Easy on the Adverbs, Exclamation Points and Especially Hooptedoodle

I feel like I must have linked to this before but, screw it, it’s too good not to share again.

Written for the NYT’s “Writers on Writing” series, these are Elmore Leonard’ 10 tips for “disappearing” from what you’re writing.

These are rules I’ve picked up along the way to help me remain invisible when I’m writing a book, to help me show rather than tell what’s taking place in the story. If you have a facility for language and imagery and the sound of your voice pleases you, invisibility is not what you are after, and you can skip the rules. Still, you might look them over.

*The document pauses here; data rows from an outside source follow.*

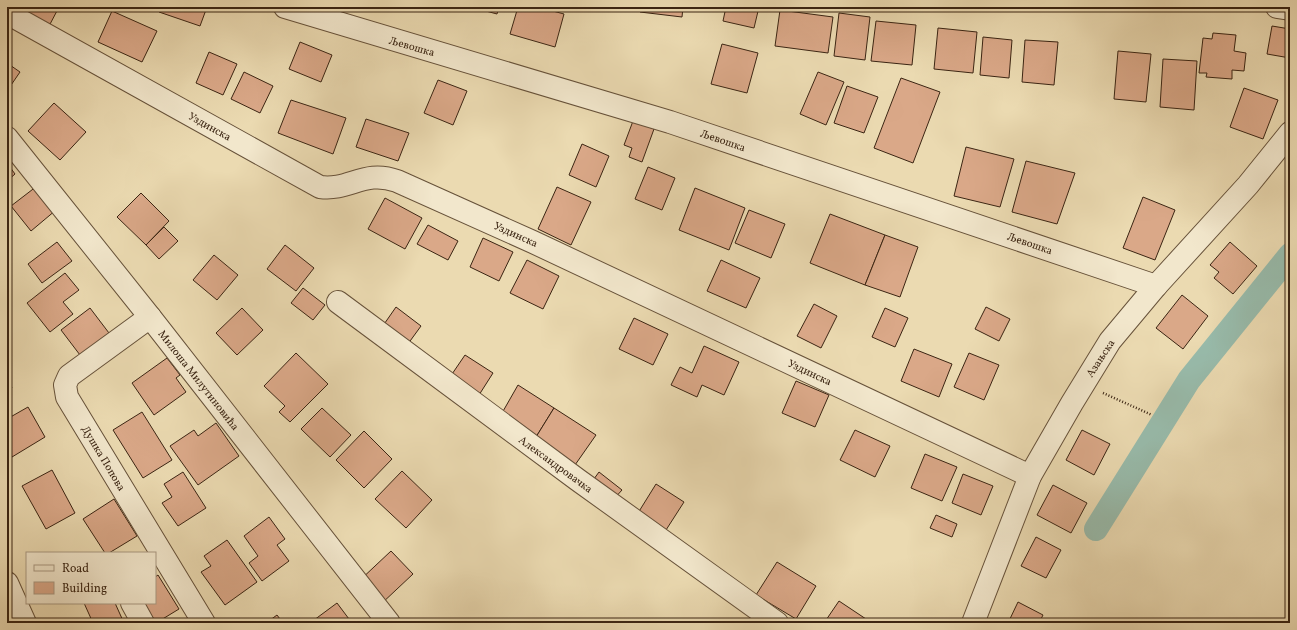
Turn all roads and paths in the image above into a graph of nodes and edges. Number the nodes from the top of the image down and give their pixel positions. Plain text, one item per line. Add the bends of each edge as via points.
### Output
1 (285, 7) edge
2 (1277, 7) edge
3 (1290, 9) edge
4 (7, 14) edge
5 (1290, 132) edge
6 (7, 138) edge
7 (1156, 286) junction
8 (338, 302) dead end
9 (150, 317) junction
10 (1084, 384) junction
11 (1152, 415) dead end
12 (1030, 476) junction
13 (7, 583) edge
14 (133, 604) edge
15 (25, 623) edge
16 (143, 623) edge
17 (204, 623) edge
18 (389, 623) edge
19 (777, 623) edge
20 (973, 623) edge

1 - 7 street, Љевошка via 670,122
2 - 3 street
4 - 12 street, Уздинска via 320,187 340,186 371,177 384,176 397,181 533,242
5 - 7 street, Азањска via 1248,185
6 - 9 street, Милоша Милутиновића
7 - 10 street, Азањска via 1110,341
8 - 19 street, Александровачка via 578,480
9 - 17 street, Душка Попова via 69,376 65,385 67,397
9 - 18 street, Милоша Милутиновића
10 - 11 path
10 - 12 street, Азањска
12 - 20 street, Азањска
13 - 15 street
14 - 16 street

A few to give you the flavor:

Never use a verb other than “said” to carry dialogue.

The line of dialogue belongs to the character; the verb is the writer sticking his nose in. But said is far less intrusive than grumbled, gasped, cautioned, lied. I once noticed Mary McCarthy ending a line of dialogue with “she asseverated,” and had to stop reading to get the dictionary…

Keep your exclamation points under control.

You are allowed no more than two or three per 100,000 words of prose. If you have the knack of playing with exclaimers the way Tom Wolfe does, you can throw them in by the handful…

My most important rule is one that sums up the 10.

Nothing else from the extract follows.